What is needed
Whenever a line in the entries below contains the string "building", copy that line.

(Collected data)
.....

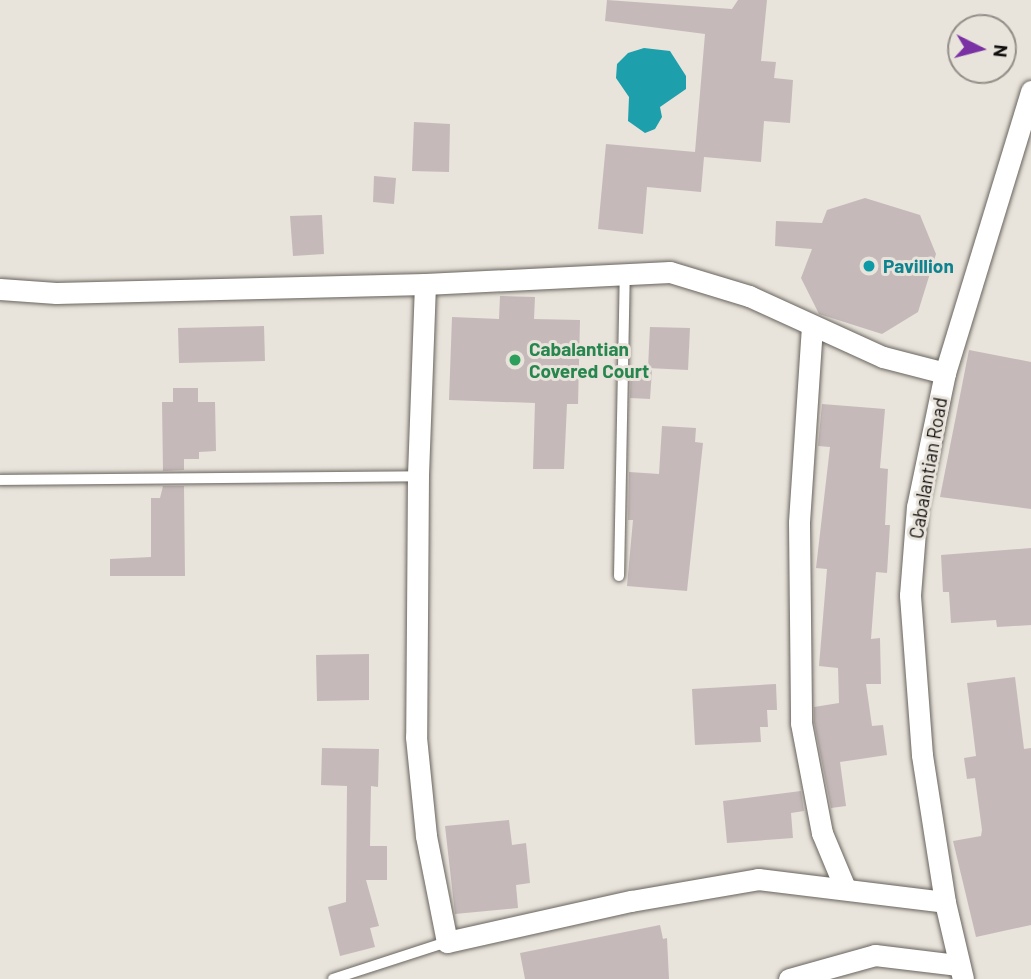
<!DOCTYPE html>
<html>
<head>
<meta charset="utf-8">
<style>
	body { margin:0 }
	#map { position:relative; width:1031px; height:979px; overflow:hidden; background:#e8e3db; font-family:Barlow,sans-serif }
	div>[style] { position:absolute }
	[style*='--x'] { left:calc(var(--x)*1px); top:calc(var(--y)*1px); width:calc(var(--w)*1px); rotate:calc(var(--a)*1deg) }
	.water>* { inset:0; background:#1e9fac }
	.building>* { inset:0; background:#c5bab9 }
	.roads { filter:drop-shadow(0 0 2px #68645d) drop-shadow(0 0 2px #68645d) }
	.lane>* { height:10px; margin:-5px; padding:0 5px; transform-origin:5px; border-radius:5px; background:#fff }
	.street>* { height:21px; margin:-10.5px; padding:0 10.5px; transform-origin:10.5px; border-radius:10.5px; background:#fff }
	.dots>* { width:19px; height:19px; translate:-50% -50%; box-sizing:border-box; border:4px solid #e8e3db; border-radius:50% }
	span { translate:-50% -50%; white-space:nowrap; text-align:center; line-height:1.15; -webkit-text-stroke:6px #e8e3db; paint-order:stroke }
	.culture-label { font-size:19px; color:#0d838f; font-weight:700 }
	.left { translate:0 -50%; text-align:left }
	.leisure-label { font-size:19px; color:#27864d; font-weight:700 }
	.street-label { font-size:19px; color:#13110f }
	.north { position:absolute; left:947px; top:14px; width:70px; height:70px; box-sizing:border-box; background:#e8e3db; border:2px solid #938f89; border-radius:50%; rotate:96deg; font-size:19px; font-weight:700; line-height:28px; text-align:center; color:#13110f }
	.north::after { content:''; display:block; margin:auto; width:24px; height:32px; background:#7a31a4; clip-path:polygon(50% 0,100% 100%,50% 72%,0 100%) }
</style>
</head>
<body>
<div id="map">
	<div class="water">
		<i style="clip-path:polygon(644px 48px,670px 51px,686px 76px,686px 89px,660px 107px,662px 117px,655px 129px,645px 133px,628px 121px,629px 97px,616px 78px,617px 64px,628px 53px)"></i>
	</div>
	<div class="building">
		<i style="clip-path:polygon(607px 0,732px 9px,738px 0,767px 0,761px 61px,776px 62px,774px 78px,793px 80px,790px 123px,764px 121px,761px 162px,704px 157px,701px 192px,647px 187px,643px 234px,598px 229px,606px 144px,695px 152px,705px 34px,605px 21px)"></i>
		<i style="clip-path:polygon(414px 122px,450px 124px,449px 172px,412px 171px)"></i>
		<i style="clip-path:polygon(374px 176px,396px 178px,394px 204px,373px 202px)"></i>
		<i style="clip-path:polygon(865px 198px,920px 215px,936px 254px,918px 312px,882px 334px,819px 314px,801px 278px,812px 249px,775px 246px,776px 221px,822px 223px,827px 210px)"></i>
		<i style="clip-path:polygon(322px 215px,324px 254px,293px 256px,290px 216px)"></i>
		<i style="clip-path:polygon(500px 296px,535px 297px,534px 319px,580px 320px,578px 404px,567px 404px,564px 469px,533px 469px,535px 403px,449px 400px,452px 317px,499px 319px)"></i>
		<i style="clip-path:polygon(264px 326px,265px 361px,179px 363px,178px 328px)"></i>
		<i style="clip-path:polygon(650px 327px,690px 328px,688px 370px,648px 368px)"></i>
		<i style="clip-path:polygon(969px 350px,1031px 362px,1031px 509px,940px 497px)"></i>
		<i style="clip-path:polygon(631px 369px,652px 370px,650px 399px,630px 398px)"></i>
		<i style="clip-path:polygon(173px 388px,198px 388px,198px 402px,215px 402px,216px 451px,199px 452px,199px 459px,184px 459px,184px 470px,163px 471px,162px 402px,173px 402px)"></i>
		<i style="clip-path:polygon(822px 404px,885px 409px,880px 468px,888px 469px,885px 525px,890px 525px,887px 573px,876px 572px,871px 639px,880px 638px,881px 684px,866px 684px,872px 726px,883px 725px,887px 755px,840px 762px,846px 806px,831px 808px,814px 722px,814px 707px,839px 703px,838px 668px,819px 666px,827px 569px,816px 568px,830px 447px,818px 446px)"></i>
		<i style="clip-path:polygon(662px 426px,696px 428px,695px 442px,703px 443px,687px 591px,627px 586px,633px 520px,628px 520px,629px 472px,659px 474px)"></i>
		<i style="clip-path:polygon(163px 486px,184px 486px,185px 576px,110px 576px,110px 559px,151px 557px,151px 498px,160px 498px)"></i>
		<i style="clip-path:polygon(1031px 548px,1031px 625px,997px 627px,996px 620px,951px 623px,949px 592px,943px 592px,941px 555px)"></i>
		<i style="clip-path:polygon(369px 654px,369px 700px,317px 701px,316px 655px)"></i>
		<i style="clip-path:polygon(1015px 677px,1024px 749px,1031px 748px,1031px 925px,976px 937px,953px 841px,981px 836px,982px 830px,975px 778px,967px 779px,964px 758px,976px 756px,967px 683px)"></i>
		<i style="clip-path:polygon(776px 684px,777px 710px,767px 710px,768px 727px,760px 727px,761px 742px,695px 745px,692px 689px)"></i>
		<i style="clip-path:polygon(322px 748px,379px 749px,378px 787px,371px 786px,370px 846px,387px 846px,387px 880px,366px 880px,379px 926px,370px 928px,375px 947px,340px 956px,328px 907px,346px 902px,347px 786px,321px 785px)"></i>
		<i style="clip-path:polygon(801px 791px,804px 811px,791px 813px,793px 838px,727px 843px,723px 801px)"></i>
		<i style="clip-path:polygon(509px 820px,512px 845px,526px 843px,530px 883px,516px 885px,518px 908px,455px 914px,445px 826px)"></i>
		<i style="clip-path:polygon(660px 925px,663px 939px,667px 938px,669px 979px,525px 979px,520px 953px)"></i>
	</div>
	<div class="roads">
		<div class="lane">
			<i style="--x:0;--y:480;--w:418;--a:-0.5"></i>
			<i style="--x:619;--y:576;--w:304;--a:-88.9"></i>
			<i style="--x:333;--y:979;--w:120;--a:-18"></i>
		</div>
		<div class="street">
			<i style="--x:425;--y:284;--w:192;--a:92.1"></i>
			<i style="--x:418;--y:476;--w:261;--a:90.4"></i>
			<i style="--x:416;--y:737;--w:100;--a:84.2"></i>
			<i style="--x:426;--y:836;--w:108;--a:78.8"></i>
			<i style="--x:447;--y:942;--w:189;--a:-12.6"></i>
			<i style="--x:631;--y:901;--w:129;--a:-9.8"></i>
			<i style="--x:758;--y:879;--w:188;--a:7"></i>
			<i style="--x:0;--y:289;--w:56;--a:4.1"></i>
			<i style="--x:56;--y:293;--w:369;--a:-1.4"></i>
			<i style="--x:425;--y:284;--w:245;--a:-2.8"></i>
			<i style="--x:670;--y:272;--w:83;--a:16.9"></i>
			<i style="--x:749;--y:296;--w:147;--a:24.5"></i>
			<i style="--x:883;--y:357;--w:64;--a:14.5"></i>
			<i style="--x:812;--y:326;--w:197;--a:93.8"></i>
			<i style="--x:799;--y:523;--w:200;--a:89.4"></i>
			<i style="--x:801;--y:723;--w:112;--a:79.2"></i>
			<i style="--x:822;--y:833;--w:60;--a:67.3"></i>
			<i style="--x:789;--y:979;--w:89;--a:-15.6"></i>
			<i style="--x:875;--y:955;--w:84;--a:6.9"></i>
			<i style="--x:963;--y:979;--w:79;--a:-103.2"></i>
			<i style="--x:945;--y:902;--w:149;--a:-98.9"></i>
			<i style="--x:922;--y:755;--w:160;--a:-94.3"></i>
			<i style="--x:910;--y:595;--w:88;--a:-85.5"></i>
			<i style="--x:917;--y:507;--w:137;--a:-78.2"></i>
			<i style="--x:945;--y:373;--w:295;--a:-73"></i>
		</div>
	</div>
	<div class="dots">
		<i style="left:869px;top:266px;background:#0f9aa8"></i>
		<i style="left:515px;top:360px;background:#2e9e5b"></i>
	</div>
	<div class="culture-label">
		<span class="left" style="left:883px;top:266px">Pavillion</span>
	</div>
	<div class="leisure-label">
		<span class="left" style="left:529px;top:360px">Cabalantian<br>Covered Court</span>
	</div>
	<div class="street-label">
		<span style="left:928px;top:468px;rotate:-80deg">Cabalantian Road</span>
	</div>
	<div class="north">N</div>
</div>
</body>
</html>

.....

Task answer
	.building>* { inset:0; background:#c5bab9 }
	<div class="building">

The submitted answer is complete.